**REQUIRED ACTION**
Would you show every line from the records that holds "FANNIN"?

[Stored data]
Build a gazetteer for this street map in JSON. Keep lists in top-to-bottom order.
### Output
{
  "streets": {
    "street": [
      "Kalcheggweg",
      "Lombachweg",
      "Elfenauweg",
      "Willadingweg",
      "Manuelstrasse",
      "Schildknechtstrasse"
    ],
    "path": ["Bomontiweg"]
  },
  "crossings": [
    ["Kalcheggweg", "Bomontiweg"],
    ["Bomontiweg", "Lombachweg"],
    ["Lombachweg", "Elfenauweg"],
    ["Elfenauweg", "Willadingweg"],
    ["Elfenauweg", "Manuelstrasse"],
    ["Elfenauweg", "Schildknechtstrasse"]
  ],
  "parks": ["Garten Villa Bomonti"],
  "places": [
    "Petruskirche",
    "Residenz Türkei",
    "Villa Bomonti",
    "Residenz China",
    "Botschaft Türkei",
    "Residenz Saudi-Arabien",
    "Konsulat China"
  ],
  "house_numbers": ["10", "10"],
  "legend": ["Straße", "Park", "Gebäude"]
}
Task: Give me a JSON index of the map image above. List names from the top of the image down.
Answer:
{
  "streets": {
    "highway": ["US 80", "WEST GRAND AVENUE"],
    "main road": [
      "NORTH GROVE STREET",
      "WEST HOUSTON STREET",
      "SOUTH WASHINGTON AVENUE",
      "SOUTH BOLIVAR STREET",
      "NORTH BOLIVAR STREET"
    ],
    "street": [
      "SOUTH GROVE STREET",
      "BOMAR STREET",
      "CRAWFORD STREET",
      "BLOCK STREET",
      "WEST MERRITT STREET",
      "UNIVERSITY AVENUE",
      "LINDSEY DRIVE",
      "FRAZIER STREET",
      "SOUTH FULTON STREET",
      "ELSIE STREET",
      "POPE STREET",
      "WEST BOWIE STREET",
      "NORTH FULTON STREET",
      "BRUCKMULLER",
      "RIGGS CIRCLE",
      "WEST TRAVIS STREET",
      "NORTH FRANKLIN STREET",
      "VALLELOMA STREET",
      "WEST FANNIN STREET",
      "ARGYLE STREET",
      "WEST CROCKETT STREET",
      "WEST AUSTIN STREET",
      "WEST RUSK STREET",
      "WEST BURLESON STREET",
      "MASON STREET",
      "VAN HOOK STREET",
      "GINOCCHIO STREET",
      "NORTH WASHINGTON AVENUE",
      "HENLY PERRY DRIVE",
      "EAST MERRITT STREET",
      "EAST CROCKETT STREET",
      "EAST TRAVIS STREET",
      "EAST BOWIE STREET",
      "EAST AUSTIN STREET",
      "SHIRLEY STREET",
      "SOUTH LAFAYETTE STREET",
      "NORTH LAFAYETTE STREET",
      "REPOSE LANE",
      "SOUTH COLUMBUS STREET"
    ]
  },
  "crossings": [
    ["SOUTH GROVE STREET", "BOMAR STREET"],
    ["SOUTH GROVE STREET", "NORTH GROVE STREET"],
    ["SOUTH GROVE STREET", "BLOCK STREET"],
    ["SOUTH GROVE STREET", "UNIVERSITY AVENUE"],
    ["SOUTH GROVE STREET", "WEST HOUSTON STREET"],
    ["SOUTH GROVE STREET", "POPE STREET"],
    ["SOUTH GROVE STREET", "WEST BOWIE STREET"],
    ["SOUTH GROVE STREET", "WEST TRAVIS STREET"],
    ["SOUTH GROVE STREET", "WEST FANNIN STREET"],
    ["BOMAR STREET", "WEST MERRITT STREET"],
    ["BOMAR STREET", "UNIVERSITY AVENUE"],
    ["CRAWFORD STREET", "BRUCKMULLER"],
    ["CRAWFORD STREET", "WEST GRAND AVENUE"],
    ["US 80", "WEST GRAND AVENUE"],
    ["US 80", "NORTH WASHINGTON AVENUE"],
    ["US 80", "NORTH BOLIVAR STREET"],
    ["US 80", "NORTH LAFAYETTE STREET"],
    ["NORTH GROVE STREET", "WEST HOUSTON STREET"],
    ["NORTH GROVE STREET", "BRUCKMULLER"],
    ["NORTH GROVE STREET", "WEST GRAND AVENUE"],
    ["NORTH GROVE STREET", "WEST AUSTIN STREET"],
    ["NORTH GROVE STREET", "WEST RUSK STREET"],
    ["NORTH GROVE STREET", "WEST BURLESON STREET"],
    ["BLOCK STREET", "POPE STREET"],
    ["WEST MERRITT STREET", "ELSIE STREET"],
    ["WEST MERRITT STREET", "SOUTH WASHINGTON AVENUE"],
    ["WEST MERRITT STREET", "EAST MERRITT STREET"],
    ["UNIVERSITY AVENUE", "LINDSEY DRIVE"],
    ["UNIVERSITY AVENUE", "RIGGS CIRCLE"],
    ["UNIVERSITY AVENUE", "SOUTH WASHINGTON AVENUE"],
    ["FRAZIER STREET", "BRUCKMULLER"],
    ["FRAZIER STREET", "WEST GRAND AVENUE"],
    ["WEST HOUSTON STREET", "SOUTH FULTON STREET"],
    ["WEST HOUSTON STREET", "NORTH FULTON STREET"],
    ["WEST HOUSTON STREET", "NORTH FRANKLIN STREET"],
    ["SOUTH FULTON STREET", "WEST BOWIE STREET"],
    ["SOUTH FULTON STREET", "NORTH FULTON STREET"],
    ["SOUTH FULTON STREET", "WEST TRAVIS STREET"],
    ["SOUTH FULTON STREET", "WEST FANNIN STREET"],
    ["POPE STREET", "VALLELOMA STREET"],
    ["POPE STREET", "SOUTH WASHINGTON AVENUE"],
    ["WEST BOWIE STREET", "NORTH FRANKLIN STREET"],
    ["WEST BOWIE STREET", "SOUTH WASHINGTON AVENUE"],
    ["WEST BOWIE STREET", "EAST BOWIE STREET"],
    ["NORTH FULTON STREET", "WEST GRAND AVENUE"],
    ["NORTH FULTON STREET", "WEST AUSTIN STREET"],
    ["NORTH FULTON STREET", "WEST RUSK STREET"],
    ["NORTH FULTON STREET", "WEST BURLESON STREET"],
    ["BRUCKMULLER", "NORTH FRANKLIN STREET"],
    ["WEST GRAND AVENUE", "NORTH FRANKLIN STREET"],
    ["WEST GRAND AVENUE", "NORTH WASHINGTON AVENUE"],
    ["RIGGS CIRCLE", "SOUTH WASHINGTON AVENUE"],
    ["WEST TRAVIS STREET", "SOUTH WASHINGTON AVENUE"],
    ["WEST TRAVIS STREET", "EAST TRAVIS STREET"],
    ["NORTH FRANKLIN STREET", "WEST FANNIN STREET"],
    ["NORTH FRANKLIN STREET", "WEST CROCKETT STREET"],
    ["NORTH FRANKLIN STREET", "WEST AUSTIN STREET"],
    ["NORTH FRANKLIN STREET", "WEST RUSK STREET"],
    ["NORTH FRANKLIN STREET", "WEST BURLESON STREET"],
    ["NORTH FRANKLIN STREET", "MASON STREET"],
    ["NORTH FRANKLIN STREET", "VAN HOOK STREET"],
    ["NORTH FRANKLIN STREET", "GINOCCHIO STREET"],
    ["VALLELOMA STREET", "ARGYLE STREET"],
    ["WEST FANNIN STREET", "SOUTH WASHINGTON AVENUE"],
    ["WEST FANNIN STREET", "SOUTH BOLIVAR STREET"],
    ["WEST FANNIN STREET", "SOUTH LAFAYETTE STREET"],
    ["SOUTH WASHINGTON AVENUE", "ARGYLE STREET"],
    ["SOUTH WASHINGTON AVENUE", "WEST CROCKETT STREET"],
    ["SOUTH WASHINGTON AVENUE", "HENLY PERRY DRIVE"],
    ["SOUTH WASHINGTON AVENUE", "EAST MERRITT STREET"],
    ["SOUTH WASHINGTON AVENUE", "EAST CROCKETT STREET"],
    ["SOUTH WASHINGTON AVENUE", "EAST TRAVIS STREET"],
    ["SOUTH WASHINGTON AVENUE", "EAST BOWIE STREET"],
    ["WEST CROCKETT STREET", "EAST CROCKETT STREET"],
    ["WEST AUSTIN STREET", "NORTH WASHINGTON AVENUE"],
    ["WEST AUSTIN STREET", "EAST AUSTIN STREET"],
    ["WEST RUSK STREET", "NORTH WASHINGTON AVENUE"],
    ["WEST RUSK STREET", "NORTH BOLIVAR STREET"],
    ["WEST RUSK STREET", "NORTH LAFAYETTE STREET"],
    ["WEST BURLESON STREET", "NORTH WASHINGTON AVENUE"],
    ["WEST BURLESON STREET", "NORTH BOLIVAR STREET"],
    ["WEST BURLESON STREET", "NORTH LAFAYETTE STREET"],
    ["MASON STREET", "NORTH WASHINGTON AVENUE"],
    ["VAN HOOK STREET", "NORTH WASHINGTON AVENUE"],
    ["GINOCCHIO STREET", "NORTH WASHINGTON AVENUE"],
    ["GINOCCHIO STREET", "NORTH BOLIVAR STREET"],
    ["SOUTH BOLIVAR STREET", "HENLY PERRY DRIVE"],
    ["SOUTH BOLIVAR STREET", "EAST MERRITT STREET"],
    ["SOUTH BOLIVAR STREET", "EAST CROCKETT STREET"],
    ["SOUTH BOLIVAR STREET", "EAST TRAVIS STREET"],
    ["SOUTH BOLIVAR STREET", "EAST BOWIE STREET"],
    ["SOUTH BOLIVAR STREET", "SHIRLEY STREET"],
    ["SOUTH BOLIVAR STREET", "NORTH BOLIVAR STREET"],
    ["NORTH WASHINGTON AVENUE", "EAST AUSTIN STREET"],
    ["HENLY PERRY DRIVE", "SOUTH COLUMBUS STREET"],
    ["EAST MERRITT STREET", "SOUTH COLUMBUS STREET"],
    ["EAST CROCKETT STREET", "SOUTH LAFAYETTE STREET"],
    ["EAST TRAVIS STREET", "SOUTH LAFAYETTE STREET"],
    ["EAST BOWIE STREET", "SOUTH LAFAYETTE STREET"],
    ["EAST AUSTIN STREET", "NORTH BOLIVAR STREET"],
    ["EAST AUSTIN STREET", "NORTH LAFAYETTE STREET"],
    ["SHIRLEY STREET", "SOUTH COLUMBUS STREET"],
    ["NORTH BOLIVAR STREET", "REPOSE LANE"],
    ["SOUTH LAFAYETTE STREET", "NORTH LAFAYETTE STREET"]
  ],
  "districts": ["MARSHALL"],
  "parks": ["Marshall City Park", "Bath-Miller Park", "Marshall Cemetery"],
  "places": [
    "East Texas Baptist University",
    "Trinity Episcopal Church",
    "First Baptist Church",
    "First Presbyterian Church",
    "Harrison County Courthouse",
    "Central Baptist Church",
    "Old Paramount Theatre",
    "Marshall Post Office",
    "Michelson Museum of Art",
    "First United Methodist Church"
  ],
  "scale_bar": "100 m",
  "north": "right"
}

**REPLY**
      "WEST FANNIN STREET",
    ["SOUTH GROVE STREET", "WEST FANNIN STREET"],
    ["SOUTH FULTON STREET", "WEST FANNIN STREET"],
    ["NORTH FRANKLIN STREET", "WEST FANNIN STREET"],
    ["WEST FANNIN STREET", "SOUTH WASHINGTON AVENUE"],
    ["WEST FANNIN STREET", "SOUTH BOLIVAR STREET"],
    ["WEST FANNIN STREET", "SOUTH LAFAYETTE STREET"],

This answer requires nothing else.